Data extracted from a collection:
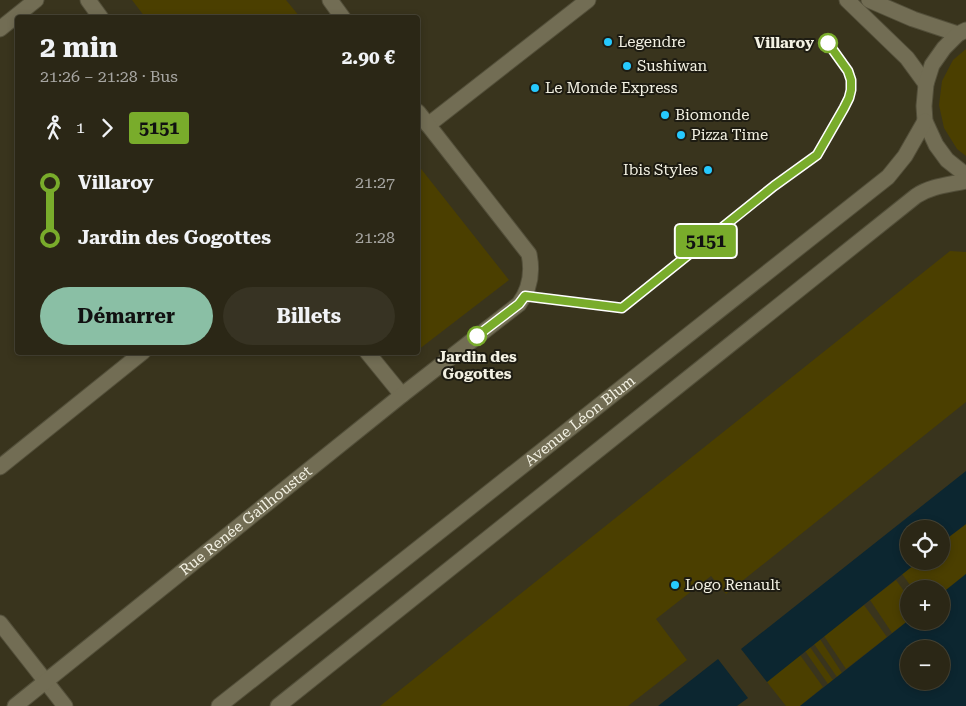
<!DOCTYPE html>
<html lang="fr">
<head>
<meta charset="utf-8">
<style>
	:root { --surface:#2b2716; --page:#373323; --text:#f1f3f6; --muted:#a6a5a1; --line:#474435; --accent:#8abfa5 }
	body { margin:0; font-family:"Roboto Serif",serif; background:var(--page); color:var(--text); height:100vh; display:flex; flex-direction:column; font-size:19px; white-space:nowrap }
	* { box-sizing:border-box; margin:0 }
	p { font-size:16px; color:var(--muted) }
	.icon { flex:none; width:28px; height:28px; fill:none; stroke:currentColor; stroke-width:2; stroke-linecap:round; stroke-linejoin:round }
	.map { position:relative; flex:1; overflow:hidden }
	.side { position:absolute; left:15px; top:15px; width:405px; height:340px; display:flex; flex-direction:column; background:var(--surface); border-radius:5px; box-shadow:0 2px 8px #0003,0 0 0 1px var(--line) }
	.side>* { flex:none }
	.badge { padding:0 10px; border-radius:4px; font-size:18px; line-height:32px }
	.fabs { position:absolute; left:900px; top:520px; display:grid; gap:10px }
	.fabs a { display:grid; place-items:center; width:50px; height:50px; border-radius:50%; background:var(--surface); box-shadow:0 2px 8px #0003,0 0 0 1px var(--line); font-size:25px }
	.map>.badge { position:absolute; translate:-50% -50%; box-shadow:0 0 0 2px #fff }
	.legs { display:flex; align-items:center; gap:8px; height:55px; padding:0 25px; font-size:16px }
	.legs p { margin-inline-start:auto }
	.overview { display:flex; align-items:center; justify-content:space-between; height:85px; padding:0 25px }
	h1 { font-size:28px; font-weight:700; line-height:38px }
	.cta { display:flex; gap:10px; margin-top:auto; padding:10px 25px }
	.cta a { flex:1; height:58px; border-radius:30px; background:var(--accent); color:#111; font-size:20px; font-weight:700; line-height:58px; text-align:center }
	.cta a+a { background:var(--page); color:var(--text) }
	ul { padding:0 25px; list-style:none }
	li { display:flex; align-items:center; gap:18px; height:55px; font-size:19px }
	li i { display:grid; place-items:center; width:8px; height:100%; margin:0 6px; background:currentColor }
	li i::after { content:''; width:12px; height:12px; margin:-6px; border:4px solid; border-radius:50%; background:var(--surface) }
	li p { margin-inline-start:auto }
	li:first-child i { background:linear-gradient(#0000 50%,currentColor 0) }
	li:last-child i { background:linear-gradient(currentColor 50%,#0000 0) }
	.map>svg:first-child { display:block }
	.green { fill:#4b3f00 }
	.water { fill:#0c2630; fill-rule:evenodd }
	.lines { fill:none; stroke-linecap:round; stroke-linejoin:round }
	.street-casing { stroke:#534f3a; stroke-width:17 }
	.secondary-casing { stroke:#534f3a; stroke-width:17 }
	.street { stroke:#726d54; stroke-width:15 }
	.secondary { stroke:#726d54; stroke-width:15 }
	.line-1-casing { stroke:#fff; stroke-width:11 }
	.line-1 { stroke:#79ac2b; stroke-width:8 }
	.poi-dot { fill:#26c9fe; stroke:#1e1c12; stroke-width:2 }
	.stop-1-dot { fill:#fff; stroke:#79ac2b; stroke-width:2.5 }
	.labels { text-anchor:middle; dominant-baseline:central; stroke-width:4; stroke-linejoin:round; paint-order:stroke }
	.poi-label { font-size:15px; fill:#f3f1e3; stroke:#1e1c12; text-anchor:start }
	.stop-label { font-size:15px; font-weight:bold; fill:#f3f1e3; stroke:#1e1c12; text-anchor:end }
	.street-label { font-size:15px; fill:#f3f1e3; stroke:#1e1c12 }
</style>
</head>
<body>
<div class="map">
<svg width="966" height="706" viewBox="0 0 966 706">
	<rect width="100%" height="100%" fill="#39341d"/>
	<!-- green -->
	<path class="green" d="M132,0H286L300,17H145Z
		M966,49V156L957,149L944,128L939,105L942,81L953,60Z
		M418,165L509,280L418,350Z
		M950,251L966,252V402L726,594L711,576L656,619L687,660L628,706H380Z
		M966,524V574L941,594V589H913L902,574L919,561H941V543Z
		M896,580L909,598V620L892,633L870,600Z
		M864,605L887,637L846,669L824,636Z
		M820,639L842,673L837,677L814,644Z
		M810,647L833,680L828,684L805,651Z
		M800,655L823,687L800,706H786L767,682Z"/>
	<!-- water -->
	<path class="water" d="M966,471V524L941,543V529H909V561H919L767,682L741,649Z
		M966,574V706H800L909,620V621H941V594ZM909,649H941V681H909Z
		M718,659L748,698L737,706H658Z"/>
	<g class="lines">
		<!-- street casing -->
		<g class="street-casing">
			<g id="street">
				<path d="M88,0L101,18"/>
				<path d="M330,0L343,18"/>
				<path d="M0,29L36,0"/>
				<path d="M428,125L588,0"/>
				<path d="M367,352L402,395"/>
				<path d="M0,467L143,352"/>
				<path d="M0,623L65,706"/>
				<path id="s1" d="M15,706L402,395L519,304C530,289 533,273 529,254L418,112"/>
			</g>
		</g>
		<!-- secondary casing -->
		<g class="secondary-casing">
			<g id="secondary">
				<path d="M847,0L907,58L926,84"/>
				<path d="M869,0L913,19L958,34"/>
				<path d="M966,30L958,34L944,48L932,65L926,84L924,106L925,121L936,145L947,160L966,175"/>
				<path id="s2" d="M219,706L888,177L905,156L925,121"/>
				<path d="M278,706L916,196C931,186 948,185 966,181"/>
			</g>
		</g>
		<!-- street -->
		<use href="#street" class="street"/>
		<!-- secondary -->
		<use href="#secondary" class="secondary"/>
	</g>
	<g class="lines">
		<!-- line-1 casing -->
		<g class="line-1-casing">
			<path id="line-1" d="M477,336L519,304L525,296L622,308L774,186L817,155L844,108L849,98L851,90V80L848,71L828,43"/>
		</g>
		<!-- line-1 -->
		<use href="#line-1" class="line-1"/>
	</g>
	<!-- markers -->
	<g class="poi-dot">
		<circle cx="608" cy="42" r="5"/>
		<circle cx="627" cy="66" r="5"/>
		<circle cx="535" cy="88" r="5"/>
		<circle cx="665" cy="115" r="5"/>
		<circle cx="681" cy="135" r="5"/>
		<circle cx="708" cy="170" r="5"/>
		<circle cx="675" cy="585" r="5"/>
	</g>
	<g class="stop-1-dot">
		<circle cx="828" cy="43" r="9"/>
		<circle cx="477" cy="336" r="9"/>
	</g>
	<g class="labels">
		<!-- poi labels -->
		<g class="poi-label">
			<text x="618" y="42">Legendre</text>
			<text x="637" y="66">Sushiwan</text>
			<text x="545" y="88">Le Monde Express</text>
			<text x="675" y="115">Biomonde</text>
			<text x="691" y="135">Pizza Time</text>
			<text x="698" y="170" text-anchor="end">Ibis Styles</text>
			<text x="685" y="585">Logo Renault</text>
		</g>
		<!-- stop labels -->
		<g class="stop-label">
			<text x="814" y="43">Villaroy</text>
			<text x="477" y="357" text-anchor="middle">Jardin des<tspan x="477" dy="17">Gogottes</tspan></text>
		</g>
		<!-- street labels -->
		<g class="street-label">
			<text stroke="none"><textPath href="#s2" startOffset="460">Avenue Léon Blum</textPath></text>
			<text stroke="none"><textPath href="#s1" startOffset="296">Rue Renée Gailhoustet</textPath></text>
		</g>
	</g>
</svg>
<div class="fabs">
<a><svg class="icon" aria-label="locate" viewBox="0 0 24 24"><circle cx="12" cy="12" r="6"/><path d="M12 2v4M12 18v4M2 12h4M18 12h4"/></svg></a>
<a>+</a>
<a>−</a>
</div>
<b class="badge" style="left:706px;top:241px;background:#79ac2b;color:#111">5151</b>
<section class="side">
<div class="overview"><div><h1>2 min</h1><p>21:26 – 21:28 · Bus</p></div><b>2.90 €</b></div>
<div class="legs"><svg class="icon" aria-label="walk" viewBox="0 0 24 24"><circle cx="13" cy="4" r="2"/><path d="M13 8l-2 6 4 7M11 14l-3 7M7 12l3-4h3l4 4"/></svg>1<svg class="icon" aria-label="forward" viewBox="0 0 24 24"><path d="M9 5l7 7-7 7"/></svg><b class="badge" style="background:#79ac2b;color:#111">5151</b></div>
<ul>
<li><i style="color:#79ac2b"></i><b>Villaroy</b><p>21:27</p></li>
<li><i style="color:#79ac2b"></i><b>Jardin des Gogottes</b><p>21:28</p></li>
</ul>
<div class="cta"><a>Démarrer</a><a>Billets</a></div>
</section>
</div>
</body>
</html>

*Problem statement*. Stop after the line containing "--surface:#2b2716; --page:#373323; --text:#f1f3f6;": copy the records exactly from the first line up to there, leaving pictures out.

*Expected answer*.
<!DOCTYPE html>
<html lang="fr">
<head>
<meta charset="utf-8">
<style>
	:root { --surface:#2b2716; --page:#373323; --text:#f1f3f6; --muted:#a6a5a1; --line:#474435; --accent:#8abfa5 }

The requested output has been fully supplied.